Problem: The number of lines holding "thumb" is all you should give; count them in the records below.

Record excerpts:
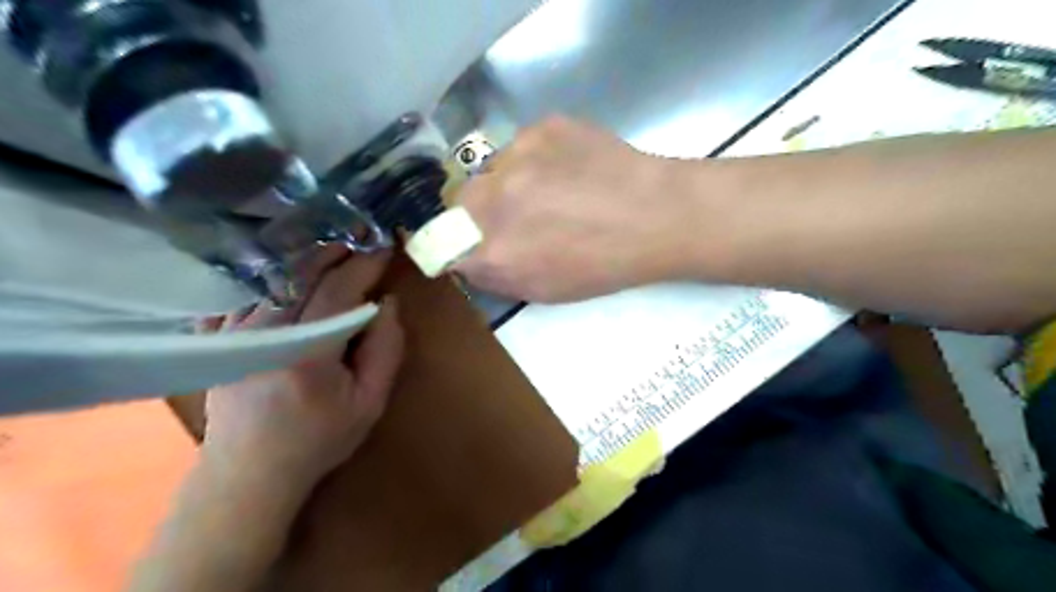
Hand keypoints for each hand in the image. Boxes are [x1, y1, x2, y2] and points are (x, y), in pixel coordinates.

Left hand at [201, 250, 405, 493]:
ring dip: (305, 257)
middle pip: (301, 273)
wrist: (249, 473)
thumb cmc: (319, 439)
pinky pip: (245, 291)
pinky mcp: (219, 338)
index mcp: (307, 351)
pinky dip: (269, 273)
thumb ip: (386, 350)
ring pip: (272, 277)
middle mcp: (265, 333)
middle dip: (334, 250)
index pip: (338, 289)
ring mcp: (234, 332)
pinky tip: (287, 266)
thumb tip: (388, 302)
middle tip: (360, 236)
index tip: (385, 246)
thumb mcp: (370, 402)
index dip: (364, 263)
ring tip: (332, 245)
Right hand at [459, 115, 690, 299]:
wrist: (656, 215)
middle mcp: (491, 201)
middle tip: (513, 215)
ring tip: (548, 189)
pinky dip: (533, 159)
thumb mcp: (543, 291)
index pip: (438, 243)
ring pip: (488, 170)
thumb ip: (494, 275)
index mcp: (492, 251)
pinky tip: (567, 168)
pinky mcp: (540, 127)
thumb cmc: (603, 265)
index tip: (467, 241)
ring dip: (505, 183)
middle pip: (456, 201)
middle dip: (476, 212)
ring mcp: (516, 157)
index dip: (452, 242)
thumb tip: (466, 256)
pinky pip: (519, 146)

Result: 8